After seeing the Ecosystem booth at the National Stationery Show back in May I was really interested in their journals, and kept reminding myself to get over to Barnes and Noble to check them out again. But as I tend to buy online at B&N for the MyPoints credit, Ecosystem took a back seat to other things. A few weeks ago I did get to the bricks and mortar store, and checked out all the Ecosystem journals available. What I wanted was a large Grape line journal, or a medium Clementine hard cover blank journal, neither of which seem to exist. So I decided to go with boring-but-dependable, and chose an Onyx medium hard cover blank journal.
What's interesting about the Ecosystem medium journal is that in terms of size it is right between the Moleskine blank journal and Rhodia's Webbie (as shown literally in the above pic: l-r, Moleskine, Ecosystem, Rhodia). The Ecosystem cover is not as glossy as the Moleskine or as leather-like as the Webbie, and it will pick up dings and dirt from being carried around in various bags.

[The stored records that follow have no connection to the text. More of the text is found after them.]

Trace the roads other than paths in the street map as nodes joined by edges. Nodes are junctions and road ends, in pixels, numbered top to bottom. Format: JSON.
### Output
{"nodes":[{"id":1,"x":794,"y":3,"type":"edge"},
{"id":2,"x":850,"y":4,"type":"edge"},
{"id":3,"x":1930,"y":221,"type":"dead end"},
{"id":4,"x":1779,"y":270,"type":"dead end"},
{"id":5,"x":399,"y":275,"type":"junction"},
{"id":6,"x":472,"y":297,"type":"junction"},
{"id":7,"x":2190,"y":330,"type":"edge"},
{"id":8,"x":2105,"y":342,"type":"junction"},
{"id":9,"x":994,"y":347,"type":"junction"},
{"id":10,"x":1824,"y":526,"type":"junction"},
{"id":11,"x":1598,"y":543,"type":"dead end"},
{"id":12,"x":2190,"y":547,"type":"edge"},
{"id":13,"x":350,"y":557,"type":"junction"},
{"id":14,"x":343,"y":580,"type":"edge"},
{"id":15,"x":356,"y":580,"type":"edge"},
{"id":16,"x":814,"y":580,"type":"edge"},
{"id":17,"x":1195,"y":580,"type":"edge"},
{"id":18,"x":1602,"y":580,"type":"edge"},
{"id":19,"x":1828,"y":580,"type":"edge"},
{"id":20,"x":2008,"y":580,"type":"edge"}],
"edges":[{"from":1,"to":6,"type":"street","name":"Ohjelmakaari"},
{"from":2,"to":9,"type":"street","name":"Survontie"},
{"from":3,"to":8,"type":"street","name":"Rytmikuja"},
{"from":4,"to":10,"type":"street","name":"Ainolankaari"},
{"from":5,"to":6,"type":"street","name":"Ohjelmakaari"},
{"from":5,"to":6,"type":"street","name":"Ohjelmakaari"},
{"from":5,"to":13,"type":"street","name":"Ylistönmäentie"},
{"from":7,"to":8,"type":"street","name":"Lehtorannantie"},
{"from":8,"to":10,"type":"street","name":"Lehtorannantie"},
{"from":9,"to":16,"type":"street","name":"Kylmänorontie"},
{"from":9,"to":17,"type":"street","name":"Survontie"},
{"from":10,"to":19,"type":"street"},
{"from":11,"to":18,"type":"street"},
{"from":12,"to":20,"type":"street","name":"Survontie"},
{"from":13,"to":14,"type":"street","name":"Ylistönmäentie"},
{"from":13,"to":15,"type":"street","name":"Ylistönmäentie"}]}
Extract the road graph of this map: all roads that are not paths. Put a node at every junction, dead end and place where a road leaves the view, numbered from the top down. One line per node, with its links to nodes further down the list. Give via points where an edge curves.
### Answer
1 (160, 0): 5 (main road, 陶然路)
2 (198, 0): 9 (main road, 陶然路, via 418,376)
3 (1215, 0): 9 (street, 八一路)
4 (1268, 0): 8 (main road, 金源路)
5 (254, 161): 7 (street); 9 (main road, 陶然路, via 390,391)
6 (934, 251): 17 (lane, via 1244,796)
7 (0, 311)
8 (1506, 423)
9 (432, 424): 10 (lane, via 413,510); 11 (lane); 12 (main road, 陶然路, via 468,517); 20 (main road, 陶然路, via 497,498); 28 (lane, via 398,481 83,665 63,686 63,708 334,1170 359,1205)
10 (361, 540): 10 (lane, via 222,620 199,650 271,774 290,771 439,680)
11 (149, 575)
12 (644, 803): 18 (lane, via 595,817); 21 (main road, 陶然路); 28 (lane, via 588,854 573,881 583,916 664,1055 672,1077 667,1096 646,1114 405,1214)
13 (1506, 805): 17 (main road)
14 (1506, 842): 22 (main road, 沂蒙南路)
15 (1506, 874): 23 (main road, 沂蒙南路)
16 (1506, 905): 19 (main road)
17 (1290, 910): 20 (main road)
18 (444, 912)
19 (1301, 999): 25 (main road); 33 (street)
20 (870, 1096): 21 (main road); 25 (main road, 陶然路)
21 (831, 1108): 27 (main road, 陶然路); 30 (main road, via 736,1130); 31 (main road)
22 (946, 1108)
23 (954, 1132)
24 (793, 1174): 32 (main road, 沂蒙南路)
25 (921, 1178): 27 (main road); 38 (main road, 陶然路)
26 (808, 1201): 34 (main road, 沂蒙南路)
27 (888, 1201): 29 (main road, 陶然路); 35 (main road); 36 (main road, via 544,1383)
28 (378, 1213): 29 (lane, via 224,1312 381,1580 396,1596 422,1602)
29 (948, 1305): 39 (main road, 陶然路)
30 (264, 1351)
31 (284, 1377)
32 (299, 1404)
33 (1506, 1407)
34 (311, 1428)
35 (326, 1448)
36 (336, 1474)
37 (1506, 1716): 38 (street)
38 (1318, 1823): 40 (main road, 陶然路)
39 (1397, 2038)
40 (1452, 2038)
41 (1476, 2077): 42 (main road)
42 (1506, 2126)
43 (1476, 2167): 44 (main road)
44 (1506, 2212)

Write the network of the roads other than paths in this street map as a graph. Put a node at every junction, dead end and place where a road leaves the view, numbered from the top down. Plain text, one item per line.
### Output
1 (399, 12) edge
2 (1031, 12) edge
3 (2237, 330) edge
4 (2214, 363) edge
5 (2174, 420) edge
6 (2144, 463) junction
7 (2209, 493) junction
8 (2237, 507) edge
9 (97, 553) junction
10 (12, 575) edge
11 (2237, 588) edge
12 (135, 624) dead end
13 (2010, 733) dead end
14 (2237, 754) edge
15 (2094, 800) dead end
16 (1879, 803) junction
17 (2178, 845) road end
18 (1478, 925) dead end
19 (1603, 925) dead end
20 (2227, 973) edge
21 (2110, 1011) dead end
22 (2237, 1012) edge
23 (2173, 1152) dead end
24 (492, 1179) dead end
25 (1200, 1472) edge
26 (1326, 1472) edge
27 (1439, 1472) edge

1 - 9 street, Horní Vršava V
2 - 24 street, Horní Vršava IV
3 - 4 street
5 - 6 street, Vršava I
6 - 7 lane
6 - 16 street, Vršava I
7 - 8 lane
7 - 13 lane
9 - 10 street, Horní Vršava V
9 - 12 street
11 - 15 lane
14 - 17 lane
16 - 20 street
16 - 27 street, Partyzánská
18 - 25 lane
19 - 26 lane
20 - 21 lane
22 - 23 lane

In terms of paper, Ecosystem's 100% post-consumer recycled paper is amazingly bright. Granted I don't really have many blank journals with white paper, but the above gives a good idea of just how the Moleskine and Rhodia stack up against white: Rhodia is definitely a darker ivory, while the Moleskine has a lighter ivory shade. So if you're looking for bright white paper, it's Ecosystem FTW (for the win).
Like the others, the Ecosystem Journal has an elastic band to keep it closed and a back pocket for papers and other stuff. There's also a registration number, if you want to fill out the form in order to log in you journal should it go missing and some kind soul wants to get it back to you (or blackmail the dickens out of you, should you be so inclined as to write down everything).
But unless your journal is really a status symbol (here's looking at you, Hermes), it's main purpose is to be written in and not shown around. Ecosystem's paper makes for a really interactive writing experience, one that I hadn't thought about until I used this journal. I definitely liked using the Ecosystem blank journal, and it does a fairly good job of laying flat on a surface which I appreciated. There are some quirks that make it, for me, a more engaging experience--a word I hadn't thought to use for a paper journal, but which seems quite apt now that I think about it.
The bright white paper is fairly thick, but not in the Rhodia/Clairefontaine league. One very nice touch is that the paper is perforated, so if you want to remove a sheet you don't have a jagged, ripped edge to deal with later, which I do like. This recycled paper is quite thirsty, and it has a tendency to absorb a lot of ink and then bleed through on the other side. However, with some fountain pens and certain inks the paper was extremely well-behaved while some rollerball gel inks bled straight through and onto the following sheet.
For the most part, my Onyx likes an extra fine or fine point fountain pen and a drier ink such as the Pelikan 4001. Medium and up nibs are use at your own risk, depending upon the manufacturer. In these two pictures, the first pen was a Pelikan M205 Yellow Demonstrator with an extra fine nib using Pelikan 4001 ink, and there was no excessive ink absorption or bleed through on the other side. The Pilot Namiki 823 medium nib with Sheaffer ink also worked very well, but my Waterman Laureat with Diamine Syrah had a lot of ink absorption and bled through the paper. The Pilot Namiki Custom 74 with a fine point nib using Noodler's V-Mail GI Green had a lot of bleed through, the writing was extremely difficult as the paper was absorbing too much ink, and there were small blotches of ink on the following page.
Gel ink pens were not without problems either. My Parker Vacumatic Retrofit using a Monteverde gel ink refill definitely had a lot of bleedthrough, but the Pilot Hi-Tecs I used didn't even dent the white paper much less drink up lots of the ink. So some gel inks are very usable on this paper, some are not.
What I've learned is that the Ecosystem Journal is somewhat temperamental, and really does respond to the type of pen and ink that's used on the paper. That to me is more intriguing than frustrating, as it demands that I think about what I'm writing with when I pick up this journal. And I've started keeping a written diary of the different pen and ink experiences, which is also something I hadn't thought to do before.
Now, about the choices. Guys, can't you make a medium hard cover journal in Clementine? And a large hard cover in any color would be excellent (any type of paper would be fine, but blank and lined are my first choices).
As for buying it, for some reason Barnes and Noble at Union Square North near 14th Street in Manhattan decided to either get rid of Ecosystem or just hide their journals as they were nowhere to be found a few weeks ago when I went back for another look. So I may have to go online if I want to get another one, which isn't as fun as picking it up and using it right away.